● Task requirements: Each line of the entries below that includes "Frank" belongs in your answer.

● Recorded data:
=== Begin Enclosure ===

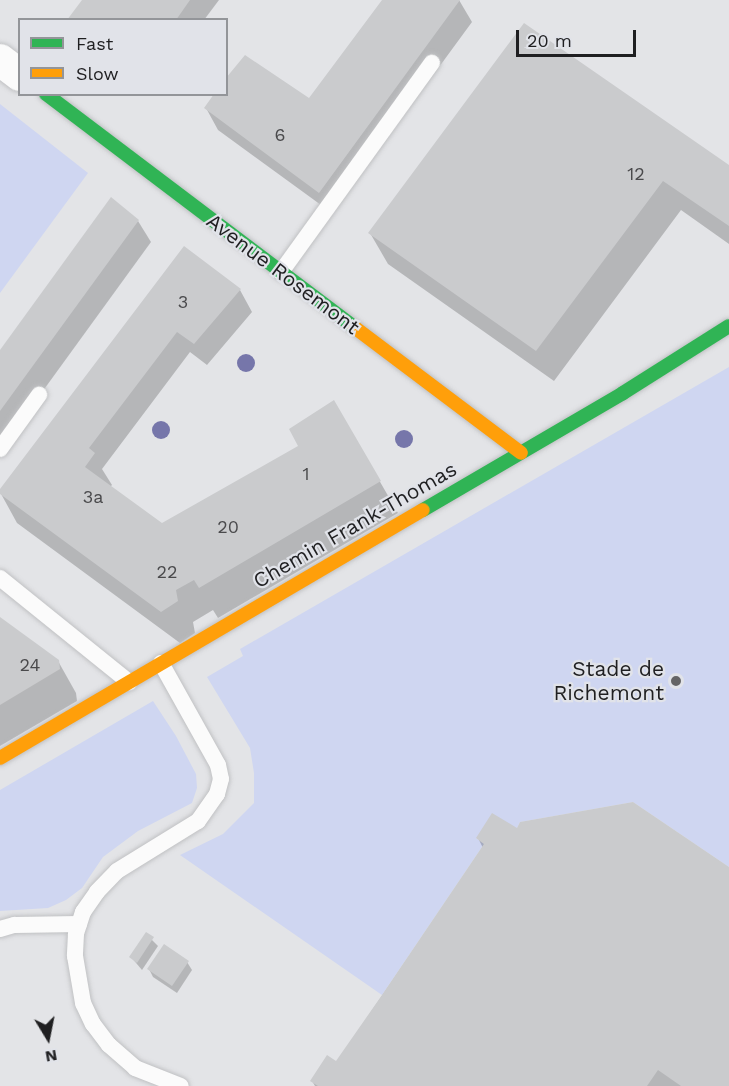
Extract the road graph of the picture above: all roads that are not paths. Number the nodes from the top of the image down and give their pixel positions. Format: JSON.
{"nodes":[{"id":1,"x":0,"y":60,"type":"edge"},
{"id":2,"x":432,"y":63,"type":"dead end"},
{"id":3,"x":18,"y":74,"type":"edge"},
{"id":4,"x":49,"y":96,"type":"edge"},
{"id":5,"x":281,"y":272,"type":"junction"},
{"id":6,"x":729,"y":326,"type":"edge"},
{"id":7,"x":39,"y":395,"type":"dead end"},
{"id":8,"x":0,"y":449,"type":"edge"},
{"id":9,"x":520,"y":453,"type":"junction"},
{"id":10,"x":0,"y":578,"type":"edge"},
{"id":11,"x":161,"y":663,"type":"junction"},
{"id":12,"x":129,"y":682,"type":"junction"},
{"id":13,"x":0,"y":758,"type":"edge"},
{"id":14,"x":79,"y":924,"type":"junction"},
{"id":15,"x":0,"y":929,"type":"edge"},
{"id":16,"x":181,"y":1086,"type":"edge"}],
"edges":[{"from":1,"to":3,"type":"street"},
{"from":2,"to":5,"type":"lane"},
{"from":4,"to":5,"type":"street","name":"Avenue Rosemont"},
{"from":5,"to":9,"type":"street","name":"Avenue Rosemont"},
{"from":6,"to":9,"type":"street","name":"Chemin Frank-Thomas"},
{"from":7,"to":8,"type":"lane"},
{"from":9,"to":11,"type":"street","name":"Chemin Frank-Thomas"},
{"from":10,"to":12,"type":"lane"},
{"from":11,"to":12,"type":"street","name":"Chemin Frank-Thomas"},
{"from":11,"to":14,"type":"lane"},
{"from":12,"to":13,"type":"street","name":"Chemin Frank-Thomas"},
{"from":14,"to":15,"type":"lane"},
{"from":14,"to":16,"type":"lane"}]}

=== End Enclosure ===
=== Begin Enclosure ===

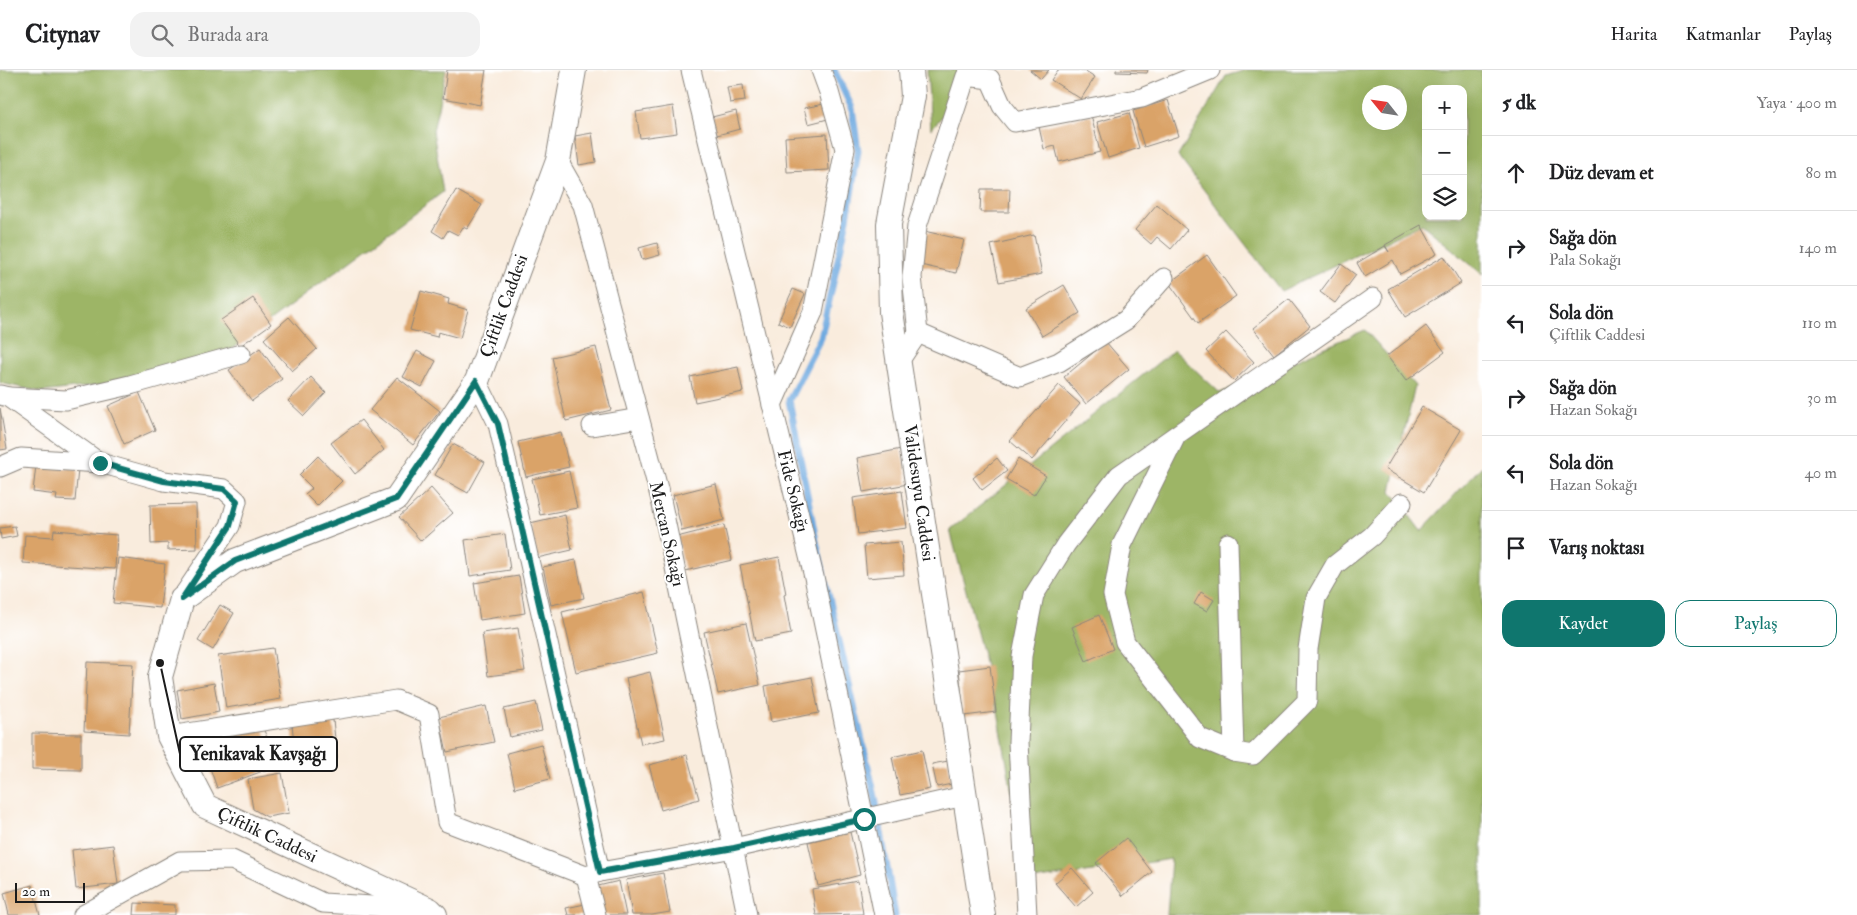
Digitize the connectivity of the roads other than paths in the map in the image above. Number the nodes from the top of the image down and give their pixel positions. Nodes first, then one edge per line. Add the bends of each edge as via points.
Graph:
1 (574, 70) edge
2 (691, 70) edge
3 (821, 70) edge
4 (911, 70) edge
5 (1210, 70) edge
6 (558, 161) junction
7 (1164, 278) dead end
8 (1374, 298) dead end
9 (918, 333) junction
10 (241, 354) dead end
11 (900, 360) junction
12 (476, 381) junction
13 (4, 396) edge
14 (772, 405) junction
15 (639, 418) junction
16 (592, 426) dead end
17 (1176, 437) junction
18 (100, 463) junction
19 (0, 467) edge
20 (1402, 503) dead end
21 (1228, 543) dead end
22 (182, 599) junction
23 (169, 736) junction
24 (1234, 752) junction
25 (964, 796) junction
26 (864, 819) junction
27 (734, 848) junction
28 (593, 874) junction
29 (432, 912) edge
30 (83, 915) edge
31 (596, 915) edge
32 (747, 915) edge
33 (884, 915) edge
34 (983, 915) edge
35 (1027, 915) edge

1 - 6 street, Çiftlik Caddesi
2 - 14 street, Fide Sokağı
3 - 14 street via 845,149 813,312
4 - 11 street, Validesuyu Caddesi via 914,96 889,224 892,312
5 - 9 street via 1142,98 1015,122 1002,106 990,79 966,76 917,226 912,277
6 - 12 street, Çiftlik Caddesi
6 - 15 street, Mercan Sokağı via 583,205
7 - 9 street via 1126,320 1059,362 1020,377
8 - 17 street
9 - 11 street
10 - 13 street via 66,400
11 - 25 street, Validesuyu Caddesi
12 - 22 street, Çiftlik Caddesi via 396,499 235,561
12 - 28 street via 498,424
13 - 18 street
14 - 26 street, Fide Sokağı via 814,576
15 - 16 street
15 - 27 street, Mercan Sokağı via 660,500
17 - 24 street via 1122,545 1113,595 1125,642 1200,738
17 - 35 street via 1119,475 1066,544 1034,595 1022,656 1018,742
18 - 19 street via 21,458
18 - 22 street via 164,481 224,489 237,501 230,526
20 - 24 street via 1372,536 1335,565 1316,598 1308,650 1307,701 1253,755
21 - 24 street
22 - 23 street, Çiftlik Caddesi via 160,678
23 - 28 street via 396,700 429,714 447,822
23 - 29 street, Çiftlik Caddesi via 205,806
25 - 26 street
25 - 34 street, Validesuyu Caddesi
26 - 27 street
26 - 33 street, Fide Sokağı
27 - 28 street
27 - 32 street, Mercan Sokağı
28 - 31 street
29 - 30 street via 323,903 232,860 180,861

=== End Enclosure ===

● Problem solution:
{"from":6,"to":9,"type":"street","name":"Chemin Frank-Thomas"},
{"from":9,"to":11,"type":"street","name":"Chemin Frank-Thomas"},
{"from":11,"to":12,"type":"street","name":"Chemin Frank-Thomas"},
{"from":12,"to":13,"type":"street","name":"Chemin Frank-Thomas"},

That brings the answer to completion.